After evaluating each study using the PEARLS criteria, consider how trustworthy and applicable the findings are. Use the information to inform your understanding of the study’s strengths and weaknesses, as well as its potential impact on decision-making processes. Now imagine a scale of 1-5 where 1 means completely untrustworthy and 5 means completely trustworthy. I tend to assume everything is a 3 until I have some evidence to suggest that it should be higher or lower. As you review this example, what 1 to 5 rating would you give it for each criteria?

Now add those six numbers together. This gives you a PEARLS rating between 6 and 30. I generally consider anything below 20/30 to be untrustworthy for decision making purposes and anything above 26/30 to be trustworthy for decision making purposes.

Practice #2

A study published in the American Journal of Clinical Nutrition showed that drinking Concord grape juice daily for 3-4 months could improve spatial memory, as well as driving performance, compared with a placebo group.

  • Participants: A total of 25 mothers, aged 40-50 years, with at least 1 child under age 13, a BMI of 18-29, working > 30hrs/week, with an adequate understanding of verbal and written English, possession of a full driving license for >5yrs, and having driven >5000 miles in the past year, participated in the study.
  • Execution: Subjects were randomly assigned, in a double-blind study, to drink 12 ounces of Concord grape juice or a placebo "juice."
  • Analysis: The researchers reported a small, but significant, improvement in scores for motor skills, executive function, verbal recall, attention, and blood pressure. They also saw an improvement in driving as measured by "car tracking" and steering control for the subjects consuming the Concord grape juice. They concluded that grape flavonoids could improve performance on everyday tasks.
  • Relevance: The study was published in 2016, and the trial ran for 12 weeks.
  • Links: The study was funded by Welch Foods, the maker of Welch's grape juice.
  • Scope: The study examined the potential benefits of Concord grape juice on cognitive functions and driving performance in a specific population of mothers.

Practice #3

A case series published in the Lancet demonstrated that the measles, mumps, and rubella (MMR) vaccine predisposes children to behavioral regression and pervasive developmental disorder in children.

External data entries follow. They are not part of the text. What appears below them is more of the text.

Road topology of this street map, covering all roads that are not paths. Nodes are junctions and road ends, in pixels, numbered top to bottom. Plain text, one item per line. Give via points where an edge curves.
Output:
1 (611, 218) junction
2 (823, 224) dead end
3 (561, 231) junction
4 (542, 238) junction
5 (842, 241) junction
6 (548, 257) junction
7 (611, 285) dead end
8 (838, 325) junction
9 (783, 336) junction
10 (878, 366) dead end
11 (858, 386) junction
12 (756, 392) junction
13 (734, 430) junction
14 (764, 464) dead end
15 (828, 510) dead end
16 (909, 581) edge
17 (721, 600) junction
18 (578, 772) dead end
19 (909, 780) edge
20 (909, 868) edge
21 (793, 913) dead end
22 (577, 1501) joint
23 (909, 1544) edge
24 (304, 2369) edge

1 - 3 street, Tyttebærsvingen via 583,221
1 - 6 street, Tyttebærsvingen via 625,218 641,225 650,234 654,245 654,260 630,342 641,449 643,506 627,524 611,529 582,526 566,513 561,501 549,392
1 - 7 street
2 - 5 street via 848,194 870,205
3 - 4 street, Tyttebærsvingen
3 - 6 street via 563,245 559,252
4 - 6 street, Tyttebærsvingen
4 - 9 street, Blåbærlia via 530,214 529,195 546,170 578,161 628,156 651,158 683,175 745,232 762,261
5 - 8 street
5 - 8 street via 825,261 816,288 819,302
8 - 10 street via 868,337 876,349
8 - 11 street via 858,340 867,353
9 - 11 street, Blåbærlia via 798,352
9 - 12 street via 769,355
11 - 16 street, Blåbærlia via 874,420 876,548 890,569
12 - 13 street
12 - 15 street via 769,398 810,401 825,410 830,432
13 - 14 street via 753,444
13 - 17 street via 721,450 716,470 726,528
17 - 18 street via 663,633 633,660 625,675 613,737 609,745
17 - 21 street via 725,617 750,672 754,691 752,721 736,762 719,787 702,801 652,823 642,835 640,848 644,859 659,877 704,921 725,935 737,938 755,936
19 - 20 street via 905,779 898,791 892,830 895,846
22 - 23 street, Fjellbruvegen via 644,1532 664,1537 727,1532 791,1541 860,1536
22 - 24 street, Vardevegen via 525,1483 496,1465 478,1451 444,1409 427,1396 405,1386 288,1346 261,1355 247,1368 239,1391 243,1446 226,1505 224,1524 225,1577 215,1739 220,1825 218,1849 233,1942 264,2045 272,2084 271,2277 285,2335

  • Participants: Twelve children (mean age 6 years; range 3-10; 11 boys) were referred to a pediatric gastroenterology unit with a history of normal development followed by loss of acquired skills, including language, together with diarrhea and abdominal pain. The one girl in the study was noted to be a slow developer compared to her older sister.
  • Execution: Children underwent gastroenterological, neurological, and developmental assessment and review of developmental records. Ileocolonoscopy and biopsy samplings, magnetic-resonance imaging (MRI), electroencephalography (EEG), and lumbar puncture were done under sedation. Barium follow-through radiography was done where possible. Biochemical, hematological, and immunological profiles were examined.
  • Analysis: The researchers, using select data from the investigation, identified gastrointestinal disease and developmental regression in a group of previously normal children, which was generally associated in time with the vaccine as an environmental trigger.
  • Relevance: The study was published in 1998 and took place while each child was admitted to the ward for 1 week, accompanied by their parents.
  • Links: The study was funded by attorneys who, in addition to other legal representations, also represented parents in lawsuits against vaccine-producing companies.
  • Scope: The study investigated a potential link between the MMR vaccine and behavioral regression and pervasive developmental disorder in a small group of children.